_Task instructions_.
Show all lines from the records below in which the string "Bangerter" is present.

_Entries shown_.

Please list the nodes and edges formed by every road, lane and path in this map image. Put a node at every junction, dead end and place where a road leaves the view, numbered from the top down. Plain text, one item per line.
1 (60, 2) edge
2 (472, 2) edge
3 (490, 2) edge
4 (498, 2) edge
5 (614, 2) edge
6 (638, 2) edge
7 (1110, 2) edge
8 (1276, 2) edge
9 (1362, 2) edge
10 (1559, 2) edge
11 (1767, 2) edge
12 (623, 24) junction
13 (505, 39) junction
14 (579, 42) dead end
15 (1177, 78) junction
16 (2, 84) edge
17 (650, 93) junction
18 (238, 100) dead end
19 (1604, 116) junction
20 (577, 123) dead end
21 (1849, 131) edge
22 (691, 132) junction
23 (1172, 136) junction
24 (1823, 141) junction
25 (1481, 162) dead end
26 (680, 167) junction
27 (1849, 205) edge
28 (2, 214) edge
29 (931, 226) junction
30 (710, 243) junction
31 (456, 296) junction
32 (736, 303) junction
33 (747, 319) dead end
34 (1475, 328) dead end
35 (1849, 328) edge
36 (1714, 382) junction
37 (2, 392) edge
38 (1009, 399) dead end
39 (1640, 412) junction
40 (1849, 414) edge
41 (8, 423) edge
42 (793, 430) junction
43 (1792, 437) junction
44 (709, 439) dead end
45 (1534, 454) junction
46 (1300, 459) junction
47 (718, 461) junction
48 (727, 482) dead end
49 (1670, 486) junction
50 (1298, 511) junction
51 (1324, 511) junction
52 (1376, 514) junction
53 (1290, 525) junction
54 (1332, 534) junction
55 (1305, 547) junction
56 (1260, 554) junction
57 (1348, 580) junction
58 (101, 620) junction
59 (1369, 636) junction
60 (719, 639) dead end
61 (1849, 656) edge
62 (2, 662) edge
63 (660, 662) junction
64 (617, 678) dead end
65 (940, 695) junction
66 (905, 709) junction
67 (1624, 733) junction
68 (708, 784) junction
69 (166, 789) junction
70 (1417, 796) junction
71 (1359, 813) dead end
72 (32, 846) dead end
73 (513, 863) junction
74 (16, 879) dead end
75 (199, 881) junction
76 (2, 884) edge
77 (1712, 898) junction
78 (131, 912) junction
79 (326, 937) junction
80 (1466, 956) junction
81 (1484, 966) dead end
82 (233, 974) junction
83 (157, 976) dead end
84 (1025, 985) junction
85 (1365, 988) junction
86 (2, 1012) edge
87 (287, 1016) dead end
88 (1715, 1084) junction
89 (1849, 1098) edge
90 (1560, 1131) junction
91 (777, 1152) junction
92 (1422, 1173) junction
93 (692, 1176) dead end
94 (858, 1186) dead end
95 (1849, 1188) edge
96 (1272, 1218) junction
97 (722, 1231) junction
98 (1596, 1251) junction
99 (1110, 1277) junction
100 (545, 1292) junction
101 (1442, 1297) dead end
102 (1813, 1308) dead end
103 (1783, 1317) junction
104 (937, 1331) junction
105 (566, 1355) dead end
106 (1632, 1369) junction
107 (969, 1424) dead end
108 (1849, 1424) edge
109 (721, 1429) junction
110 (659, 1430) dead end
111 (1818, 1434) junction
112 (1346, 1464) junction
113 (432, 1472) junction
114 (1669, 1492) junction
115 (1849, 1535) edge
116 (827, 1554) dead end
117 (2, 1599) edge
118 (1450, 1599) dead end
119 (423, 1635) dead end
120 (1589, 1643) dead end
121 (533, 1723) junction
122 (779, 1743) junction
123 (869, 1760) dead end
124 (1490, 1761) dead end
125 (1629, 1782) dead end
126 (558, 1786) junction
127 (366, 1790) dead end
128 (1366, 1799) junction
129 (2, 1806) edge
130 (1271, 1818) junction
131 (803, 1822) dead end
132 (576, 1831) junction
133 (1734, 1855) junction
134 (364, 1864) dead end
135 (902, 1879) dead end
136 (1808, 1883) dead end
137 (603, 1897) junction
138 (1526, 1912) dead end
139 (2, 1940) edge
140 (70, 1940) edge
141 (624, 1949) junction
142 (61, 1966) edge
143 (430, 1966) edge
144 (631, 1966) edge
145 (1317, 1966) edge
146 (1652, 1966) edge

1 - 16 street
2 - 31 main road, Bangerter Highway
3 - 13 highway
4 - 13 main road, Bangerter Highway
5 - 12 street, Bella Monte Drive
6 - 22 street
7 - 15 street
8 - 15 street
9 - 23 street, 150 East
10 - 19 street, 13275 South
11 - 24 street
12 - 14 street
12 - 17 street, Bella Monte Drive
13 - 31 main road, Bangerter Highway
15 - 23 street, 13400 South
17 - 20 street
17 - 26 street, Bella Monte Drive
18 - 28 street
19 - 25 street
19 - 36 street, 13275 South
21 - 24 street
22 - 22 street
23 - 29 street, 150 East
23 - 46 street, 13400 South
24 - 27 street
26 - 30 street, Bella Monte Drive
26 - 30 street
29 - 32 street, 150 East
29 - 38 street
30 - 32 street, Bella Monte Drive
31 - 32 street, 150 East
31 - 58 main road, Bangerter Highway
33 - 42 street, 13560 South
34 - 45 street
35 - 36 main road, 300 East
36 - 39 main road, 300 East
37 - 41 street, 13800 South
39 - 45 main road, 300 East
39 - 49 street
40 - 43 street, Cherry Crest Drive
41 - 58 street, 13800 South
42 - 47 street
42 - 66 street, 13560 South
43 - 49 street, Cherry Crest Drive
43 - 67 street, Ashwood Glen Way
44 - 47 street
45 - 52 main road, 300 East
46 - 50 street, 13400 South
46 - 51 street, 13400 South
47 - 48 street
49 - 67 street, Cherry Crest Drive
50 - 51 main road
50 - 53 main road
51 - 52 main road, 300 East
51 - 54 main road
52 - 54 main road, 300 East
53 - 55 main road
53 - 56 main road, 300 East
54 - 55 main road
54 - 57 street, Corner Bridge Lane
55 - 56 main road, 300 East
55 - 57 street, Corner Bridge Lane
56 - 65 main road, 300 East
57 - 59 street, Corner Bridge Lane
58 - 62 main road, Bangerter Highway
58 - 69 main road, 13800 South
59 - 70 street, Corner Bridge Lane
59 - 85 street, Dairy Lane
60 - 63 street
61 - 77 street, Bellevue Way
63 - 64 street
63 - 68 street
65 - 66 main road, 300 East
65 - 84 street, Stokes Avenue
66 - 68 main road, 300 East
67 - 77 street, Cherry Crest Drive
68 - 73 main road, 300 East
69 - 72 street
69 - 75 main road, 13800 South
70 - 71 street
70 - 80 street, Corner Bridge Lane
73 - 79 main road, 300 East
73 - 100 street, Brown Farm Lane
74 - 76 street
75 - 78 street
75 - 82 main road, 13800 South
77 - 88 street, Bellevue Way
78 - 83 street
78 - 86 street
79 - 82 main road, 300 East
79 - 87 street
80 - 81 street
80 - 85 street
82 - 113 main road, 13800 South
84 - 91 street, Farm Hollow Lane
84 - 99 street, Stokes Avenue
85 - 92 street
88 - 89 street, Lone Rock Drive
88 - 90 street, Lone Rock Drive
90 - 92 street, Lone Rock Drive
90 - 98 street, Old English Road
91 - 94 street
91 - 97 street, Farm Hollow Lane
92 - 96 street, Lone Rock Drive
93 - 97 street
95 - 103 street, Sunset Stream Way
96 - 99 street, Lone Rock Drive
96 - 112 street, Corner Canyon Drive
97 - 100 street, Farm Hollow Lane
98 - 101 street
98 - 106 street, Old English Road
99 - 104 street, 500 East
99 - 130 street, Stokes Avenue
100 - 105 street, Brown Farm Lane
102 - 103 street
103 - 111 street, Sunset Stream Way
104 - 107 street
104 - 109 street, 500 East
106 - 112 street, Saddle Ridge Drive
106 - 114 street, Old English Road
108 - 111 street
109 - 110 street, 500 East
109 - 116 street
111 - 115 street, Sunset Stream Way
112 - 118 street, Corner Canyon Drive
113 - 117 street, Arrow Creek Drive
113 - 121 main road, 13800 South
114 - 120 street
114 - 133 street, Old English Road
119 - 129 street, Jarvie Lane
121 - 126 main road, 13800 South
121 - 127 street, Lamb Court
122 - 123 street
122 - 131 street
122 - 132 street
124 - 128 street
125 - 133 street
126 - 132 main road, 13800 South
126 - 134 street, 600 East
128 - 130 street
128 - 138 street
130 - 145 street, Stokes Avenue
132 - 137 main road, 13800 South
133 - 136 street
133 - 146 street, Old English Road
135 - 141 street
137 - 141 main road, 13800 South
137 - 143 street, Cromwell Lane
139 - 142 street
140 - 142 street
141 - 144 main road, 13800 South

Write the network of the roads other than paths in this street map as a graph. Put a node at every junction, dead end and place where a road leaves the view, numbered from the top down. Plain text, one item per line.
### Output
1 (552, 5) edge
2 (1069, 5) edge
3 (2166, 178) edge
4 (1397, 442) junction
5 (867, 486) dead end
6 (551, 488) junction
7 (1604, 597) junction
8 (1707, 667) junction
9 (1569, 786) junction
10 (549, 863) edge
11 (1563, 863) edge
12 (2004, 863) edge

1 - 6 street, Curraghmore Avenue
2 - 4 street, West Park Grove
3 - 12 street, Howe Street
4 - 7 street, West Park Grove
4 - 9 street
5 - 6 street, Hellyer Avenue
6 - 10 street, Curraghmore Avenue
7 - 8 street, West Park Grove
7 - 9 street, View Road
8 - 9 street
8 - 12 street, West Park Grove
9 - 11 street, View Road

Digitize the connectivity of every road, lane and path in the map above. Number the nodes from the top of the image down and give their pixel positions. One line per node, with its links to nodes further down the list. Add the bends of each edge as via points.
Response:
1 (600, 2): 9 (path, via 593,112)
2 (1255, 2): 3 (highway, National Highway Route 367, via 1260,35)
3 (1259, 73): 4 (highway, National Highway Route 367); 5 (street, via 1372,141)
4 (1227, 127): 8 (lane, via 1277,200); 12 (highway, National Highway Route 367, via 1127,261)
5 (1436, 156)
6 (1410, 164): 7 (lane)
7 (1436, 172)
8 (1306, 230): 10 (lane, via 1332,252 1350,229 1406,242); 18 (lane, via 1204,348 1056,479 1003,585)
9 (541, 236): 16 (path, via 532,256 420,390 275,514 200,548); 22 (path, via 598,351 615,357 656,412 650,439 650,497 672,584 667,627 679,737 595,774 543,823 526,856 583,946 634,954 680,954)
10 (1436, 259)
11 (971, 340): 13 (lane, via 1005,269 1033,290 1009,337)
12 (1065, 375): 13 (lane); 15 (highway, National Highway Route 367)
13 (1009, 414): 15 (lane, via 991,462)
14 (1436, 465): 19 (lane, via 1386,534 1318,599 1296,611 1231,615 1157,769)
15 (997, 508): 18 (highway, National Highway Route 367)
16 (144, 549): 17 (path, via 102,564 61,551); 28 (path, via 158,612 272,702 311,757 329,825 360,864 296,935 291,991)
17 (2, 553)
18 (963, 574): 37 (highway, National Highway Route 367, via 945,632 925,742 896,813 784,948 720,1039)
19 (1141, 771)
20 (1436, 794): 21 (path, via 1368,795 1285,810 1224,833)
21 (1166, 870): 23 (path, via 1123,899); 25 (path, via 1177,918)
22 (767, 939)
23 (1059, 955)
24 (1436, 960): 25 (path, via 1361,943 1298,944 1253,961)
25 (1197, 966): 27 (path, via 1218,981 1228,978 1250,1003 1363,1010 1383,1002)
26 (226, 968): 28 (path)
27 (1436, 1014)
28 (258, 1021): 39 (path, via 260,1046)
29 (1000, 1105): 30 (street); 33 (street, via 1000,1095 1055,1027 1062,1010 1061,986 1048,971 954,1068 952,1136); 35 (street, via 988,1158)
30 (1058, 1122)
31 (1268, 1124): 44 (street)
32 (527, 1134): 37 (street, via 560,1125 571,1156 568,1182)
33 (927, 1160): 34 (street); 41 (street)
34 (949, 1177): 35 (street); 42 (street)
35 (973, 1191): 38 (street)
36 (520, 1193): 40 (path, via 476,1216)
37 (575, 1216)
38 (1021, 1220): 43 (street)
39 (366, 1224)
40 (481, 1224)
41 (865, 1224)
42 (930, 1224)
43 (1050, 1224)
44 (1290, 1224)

_Written response_.
2 - 31 main road, Bangerter Highway
4 - 13 main road, Bangerter Highway
13 - 31 main road, Bangerter Highway
31 - 58 main road, Bangerter Highway
58 - 62 main road, Bangerter Highway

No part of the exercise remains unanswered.